When I have a bender these days, I invariably wake up the next day, or have dreamt, panickily that I have smoked. And, unless I’ve really managed oblivion, which I never have, and I’ve clean forgotten, I don’t think I have ever smoked. It’s now more than five months since I had a fag and, while I miss them galore, and think it would just be so lovely to have smoke curlily billowing from my mouth this second, it’s been easy enough to stop. It sounds so wank to say it, but you have to convince yourself, I think, that you’re ready or willing to stop. Make yourself believe it, even if it’s not true. Put all your being into telling yourself you are the wickedest person in the world for not stopping, if you want to stop, and then you’ll stop. I think. That’s how I’ve been doing it. Mind you, I’m not convinced I’ll never smoke another cigarette ever again. But I’ll be livid if I do. Unless, and this is my get-out clause, I’m told I’ve got a fatal disease, in which case I’ll buy a delicious packet of red Gauloises the very same minute.

Due to workiness, I haven’t been able to booze either of late. Yesterday the Russian cracked open a bottle of red and I was falling asleep as I held the first glass in front of me. It knocked me out.

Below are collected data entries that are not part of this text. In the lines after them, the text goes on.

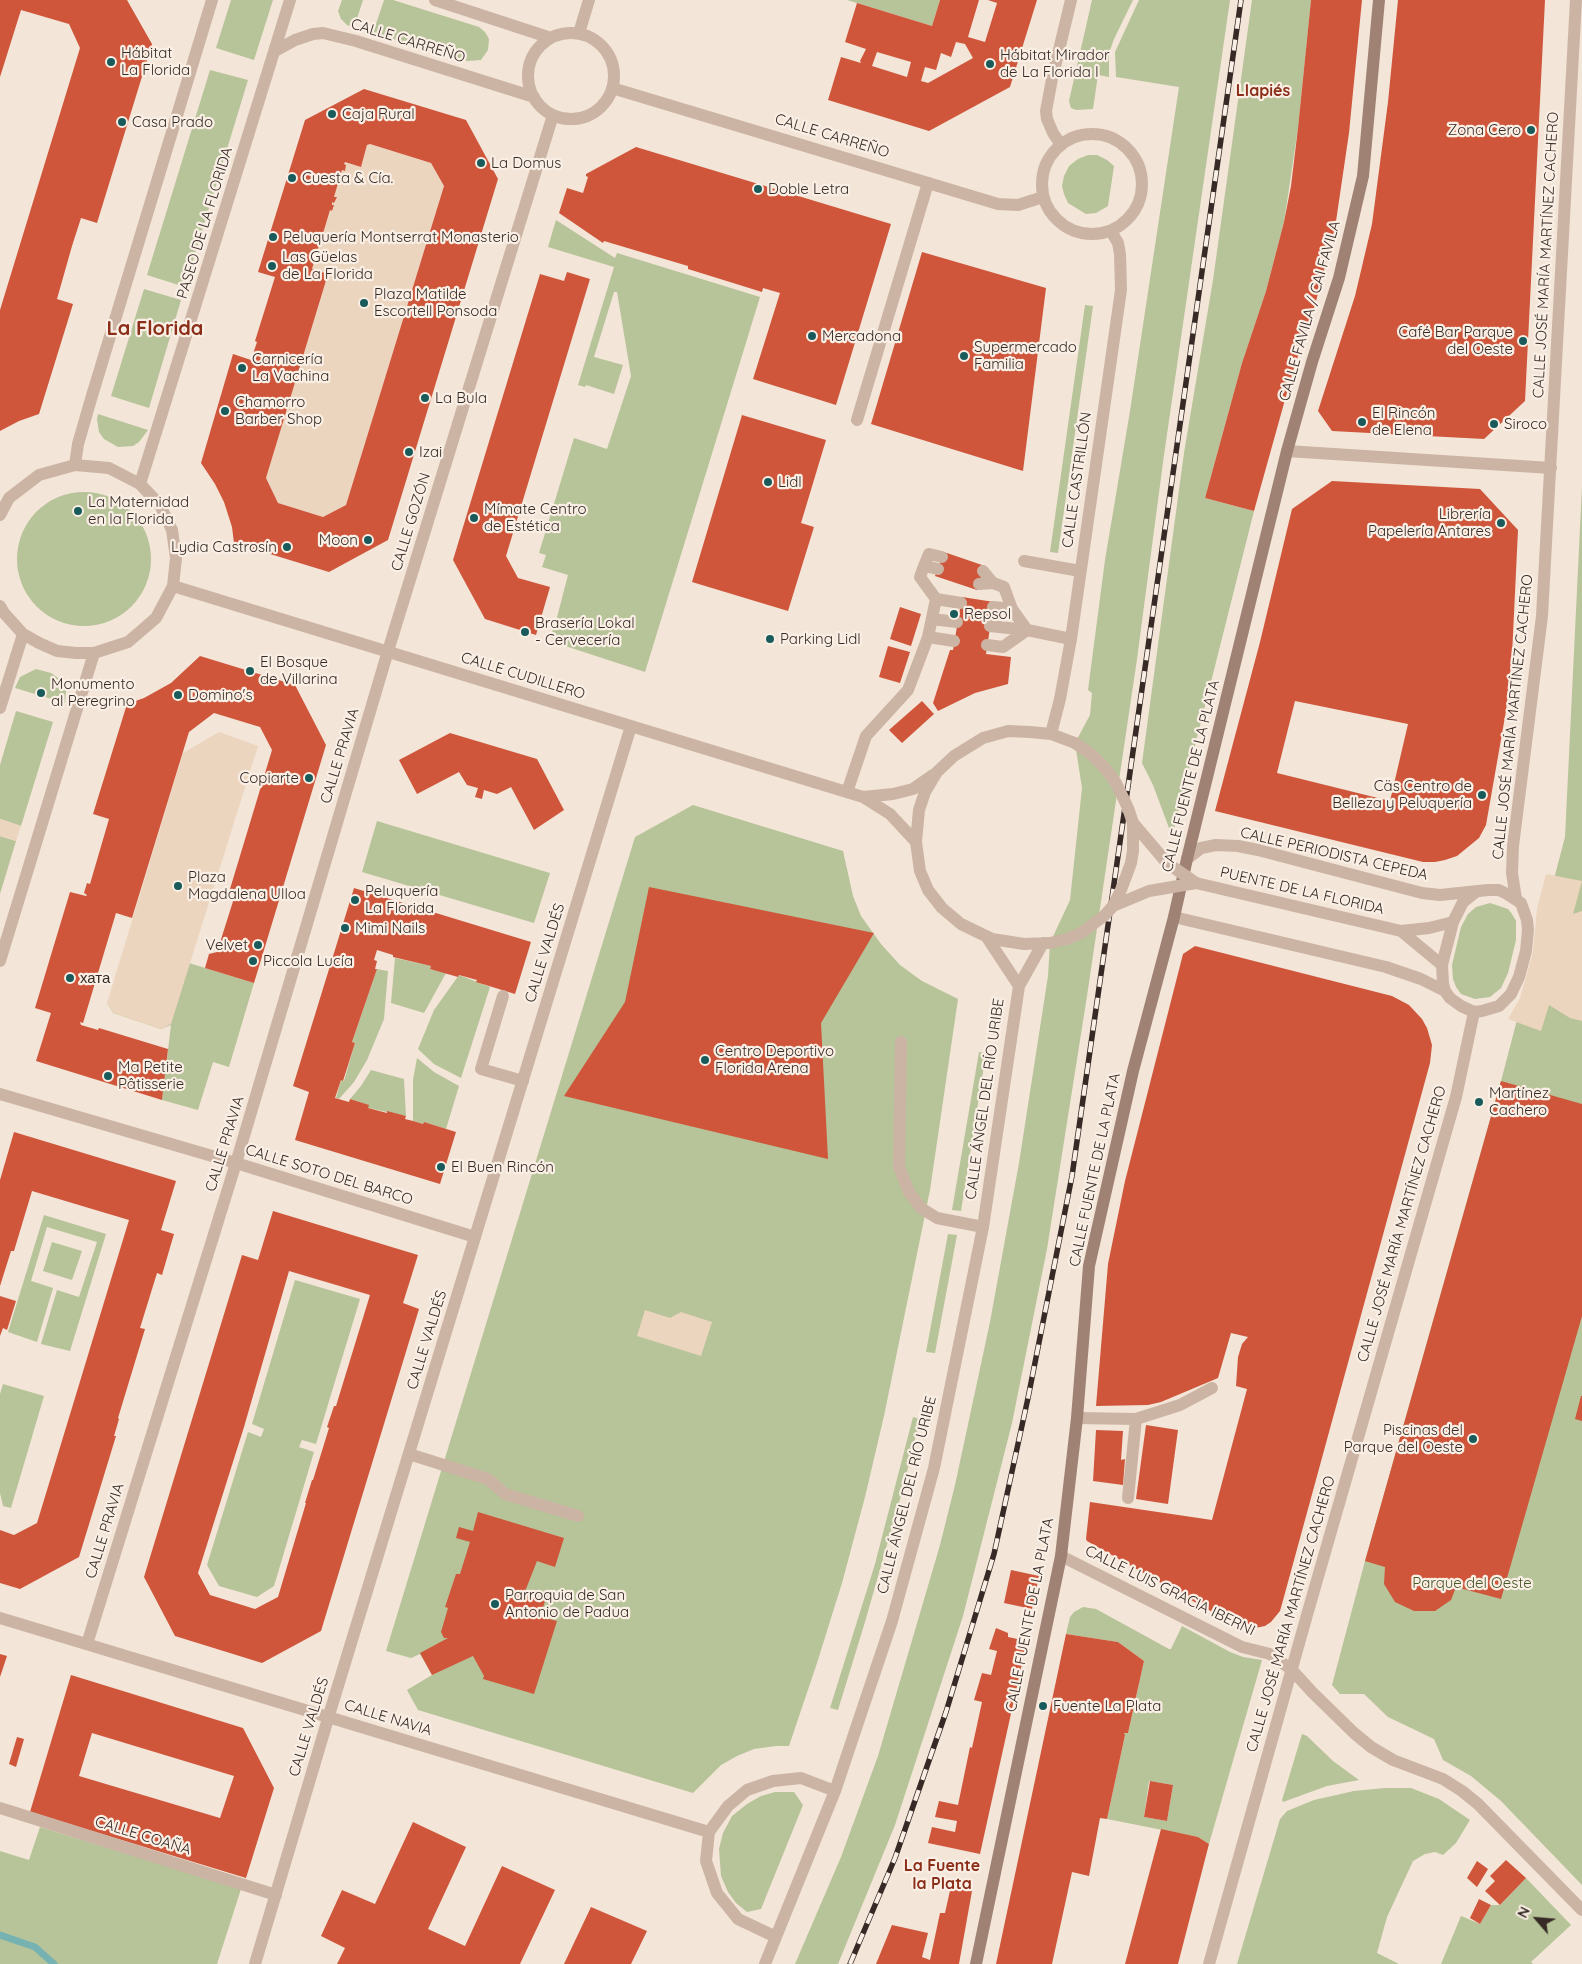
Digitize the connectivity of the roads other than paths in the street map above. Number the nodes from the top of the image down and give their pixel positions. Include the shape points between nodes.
1 (290, 0) edge
2 (435, 0) edge
3 (589, 0) edge
4 (1071, 0) edge
5 (1379, 0) edge
6 (1576, 0) edge
7 (209, 3) edge
8 (579, 33) junction
9 (551, 38) junction
10 (274, 51) junction
11 (612, 88) junction
12 (534, 97) junction
13 (552, 115) junction
14 (1061, 145) junction
15 (928, 183) junction
16 (1044, 197) junction
17 (1111, 231) junction
18 (857, 420) dead end
19 (1287, 451) junction
20 (75, 464) junction
21 (1551, 468) junction
22 (140, 484) junction
23 (0, 515) edge
24 (942, 557) dead end
25 (1024, 561) dead end
26 (924, 566) junction
27 (938, 569) dead end
28 (983, 571) dead end
29 (1080, 571) junction
30 (993, 583) junction
31 (979, 584) dead end
32 (173, 586) junction
33 (936, 599) junction
34 (961, 602) dead end
35 (0, 606) edge
36 (993, 607) dead end
37 (1012, 609) junction
38 (932, 619) junction
39 (957, 622) dead end
40 (990, 626) dead end
41 (1027, 630) junction
42 (23, 634) junction
43 (928, 637) junction
44 (1071, 639) junction
45 (954, 641) dead end
46 (988, 645) dead end
47 (388, 651) junction
48 (94, 653) junction
49 (0, 708) edge
50 (631, 726) junction
51 (1051, 734) junction
52 (937, 772) junction
53 (847, 792) junction
54 (863, 797) junction
55 (1133, 824) junction
56 (916, 842) junction
57 (1187, 859) junction
58 (1196, 883) junction
59 (1477, 891) junction
60 (1516, 898) junction
61 (1113, 906) junction
62 (1174, 917) junction
63 (1453, 922) junction
64 (1401, 931) junction
65 (986, 936) junction
66 (1047, 943) junction
67 (0, 961) edge
68 (1442, 965) junction
69 (1019, 986) junction
70 (1445, 991) junction
71 (503, 996) dead end
72 (1474, 1012) junction
73 (901, 1042) dead end
74 (523, 1081) junction
75 (0, 1094) edge
76 (236, 1163) junction
77 (983, 1227) junction
78 (475, 1237) junction
79 (1212, 1388) dead end
80 (1077, 1418) junction
81 (1136, 1419) junction
82 (409, 1454) junction
83 (1128, 1498) dead end
84 (578, 1516) dead end
85 (1061, 1556) junction
86 (0, 1618) edge
87 (87, 1644) junction
88 (1292, 1670) junction
89 (329, 1717) junction
90 (835, 1791) junction
91 (0, 1808) edge
92 (710, 1832) junction
93 (276, 1895) junction
94 (1582, 1910) edge
95 (776, 1936) junction
96 (255, 1964) edge
97 (765, 1964) edge
98 (976, 1964) edge
99 (1209, 1964) edge

1 - 10 street, PASEO DE LA FLORIDA
2 - 9 street
3 - 8 street
4 - 14 street via 1046,112 1049,125
5 - 19 main road, CALLE FAVILA / CAI FAVILA via 1363,176 1340,278
6 - 21 street, CALLE JOSÉ MARÍA MARTÍNEZ CACHERO
7 - 20 street via 88,408
8 - 9 street via 568,32
8 - 11 street via 594,39 612,60 615,73
9 - 12 street via 540,45 532,58 528,78
10 - 12 street, CALLE CARREÑO via 312,34 328,34
10 - 22 street, PASEO DE LA FLORIDA
11 - 13 street via 603,105 591,114 566,119
11 - 15 street, CALLE CARREÑO
12 - 13 street
13 - 47 street, CALLE GOZÓN
14 - 16 street via 1046,162 1042,177
14 - 17 street via 1084,134 1102,134 1119,141 1132,154 1141,170 1142,189 1138,206 1126,221
15 - 16 street, CALLE CARREÑO via 1008,205 1026,204
15 - 18 street
16 - 17 street via 1049,211 1061,224 1077,233 1094,235
17 - 29 street, CALLE CASTRILLÓN via 1120,254 1121,290
19 - 21 street
19 - 57 main road, CALLE FUENTE DE LA PLATA
20 - 22 street via 109,468
20 - 23 street via 39,475 10,498
21 - 60 street, CALLE JOSÉ MARÍA MARTÍNEZ CACHERO via 1542,616 1513,846 1512,873
22 - 32 street via 160,505 172,530 176,558
24 - 26 street via 929,554
25 - 29 street
26 - 27 street
26 - 33 street via 920,577
28 - 30 street
29 - 44 street, CALLE CASTRILLÓN
30 - 31 street
30 - 37 street via 1004,587
32 - 47 street, CALLE CUDILLERO
32 - 48 street via 156,618 128,642
33 - 34 street
33 - 38 street
35 - 42 street
36 - 37 street
37 - 41 street
38 - 39 street
38 - 43 street
40 - 41 street
41 - 44 street
41 - 46 street via 1003,647
42 - 48 street via 57,651
42 - 49 street
43 - 45 street
43 - 53 street via 908,690 866,736
44 - 51 street, CALLE CASTRILLÓN
47 - 50 street, CALLE CUDILLERO
47 - 76 street, CALLE PRAVIA
48 - 67 street
50 - 53 street, CALLE CUDILLERO
50 - 74 street, CALLE VALDÉS
51 - 52 street via 1008,731 983,738 954,756
51 - 55 street, bridge via 1075,743 1098,761 1116,783
52 - 54 street, CALLE CUDILLERO via 913,789
52 - 56 street via 919,810
53 - 54 street, CALLE CUDILLERO
54 - 56 street, CALLE CUDILLERO via 890,814
55 - 58 street, PUENTE DE LA FLORIDA, bridge via 1167,862
55 - 61 street, bridge via 1131,863
56 - 65 street via 920,872 928,890 960,924
57 - 59 street, CALLE PERIODISTA CEPEDA via 1201,848 1238,846 1422,893 1440,895
57 - 62 main road, CALLE FUENTE DE LA PLATA
58 - 61 street, PUENTE DE LA FLORIDA, bridge via 1148,891
58 - 64 street, PUENTE DE LA FLORIDA
59 - 60 street via 1499,890
59 - 63 street via 1463,902
60 - 72 street via 1525,913 1528,930 1519,977 1511,994 1499,1006
61 - 66 street, bridge via 1081,933
62 - 70 street via 1386,967
62 - 80 main road, CALLE FUENTE DE LA PLATA via 1133,1071 1089,1266
63 - 64 street, PUENTE DE LA FLORIDA
63 - 68 street
64 - 68 street, PUENTE DE LA FLORIDA
65 - 66 street via 1008,943
65 - 69 street, CALLE ÁNGEL DEL RÍO URIBE
66 - 69 street, CALLE ÁNGEL DEL RÍO URIBE
68 - 70 street
69 - 77 street, CALLE ÁNGEL DEL RÍO URIBE
70 - 72 street via 1461,1006
71 - 74 street via 481,1070
72 - 88 street, CALLE JOSÉ MARÍA MARTÍNEZ CACHERO via 1456,1097
73 - 77 street via 899,1166 910,1192 921,1208 937,1218
74 - 78 street, CALLE VALDÉS
75 - 76 street, CALLE SOTO DEL BARCO
76 - 78 street, CALLE SOTO DEL BARCO
76 - 87 street, CALLE PRAVIA
77 - 90 street, CALLE ÁNGEL DEL RÍO URIBE via 934,1468 892,1621
78 - 82 street, CALLE VALDÉS
79 - 81 street via 1180,1405
80 - 81 street
80 - 85 main road, CALLE FUENTE DE LA PLATA
81 - 83 street
82 - 84 street via 488,1479 505,1494
82 - 89 street, CALLE VALDÉS
85 - 88 street, CALLE LUIS GRACIA IBERNI via 1242,1647 1270,1654
85 - 98 main road, CALLE FUENTE DE LA PLATA
86 - 87 street, CALLE NAVIA
87 - 89 street, CALLE NAVIA
88 - 94 street, CALLE LUIS GRACIA IBERNI via 1372,1747 1393,1760 1443,1779 1478,1804
88 - 99 street, CALLE JOSÉ MARÍA MARTÍNEZ CACHERO
89 - 92 street, CALLE NAVIA
89 - 93 street, CALLE VALDÉS
90 - 92 street via 801,1778 773,1781 747,1790 728,1806
90 - 95 street, CALLE ÁNGEL DEL RÍO URIBE
91 - 93 street, CALLE COAÑA
92 - 95 street via 706,1861 716,1893 738,1919
93 - 96 street, CALLE VALDÉS
95 - 97 street, CALLE ÁNGEL DEL RÍO URIBE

I’ll be joining a gym next.

19. d.z.b. - March 21, 2008

If you don’t want to smoke ever again, buy a packet of Roth-Händle and keep them with you at all times. No amount of drunkenness will convince you to actually light one.

20. BiB - March 21, 2008

Or, alternatively, Mr D, buy a packet of Ducados, though you may have to go to Spain to do so and I have no idea if they still exist. I smoked them as an impoverished 17-year-old and they were utterly foul. They stink of actual shit.

21. Mr D - March 21, 2008

I have to remove the drinking first as that’s my main cue/trigger. I’m not keen on the self-loathing technique as I’m sure I’d simply rebel against it. Instead I have to turn it into a whole empowerment issue. But anyway, stopping starts mid-week, after I play badminton for the first time for almost twenty years. I’m looking forward to that.

22. BiB - March 22, 2008

Are you going on a double-whammy no-drinking-or-smoking binge? Bloody hell. What, for, like, ever? (What a high word-to-comma ratio.) I did pretend a few weeks ago that a new me had been born and that I’d give up drinking too. I even thought I’d succeed, what with the non-smoking having been such a success. But I think I’d just find life TOO miserable if I couldn’t even have some booze-pleasure. Mind you, my ex has pretty much given up everything (OK, booze) as it was affecting his health and the plusses have more than made up for the minuses so, I suppose, hurrah. (Muted, though.)

23. Mr D - March 22, 2008

Shall return to drinking in April, but probably wine, as all these beer binges have been increasing my gut. After consulting some weight:height scale, I think I could do with being up to a third less of who I am, which is shocking. Not that I look quite so flabby, but perhaps I hide it through a cunning use of clothes!

Having only six fags left, I think I’ll be stopping tomorrow. I have six old patches left from a previous attempt. I’ll use them, and then carry on cold turkey after that. (It all sounds so easy in the planning stage!)

Have almost finished sorting out the room from hell. Should have a blog-resurrection tomorrow.

24. BiB - March 23, 2008

Mr D, very happy to see that you have indeed had a resurrection. What brilliant timing. In any case, all the best with your clean-living quest. I shoud join you on it.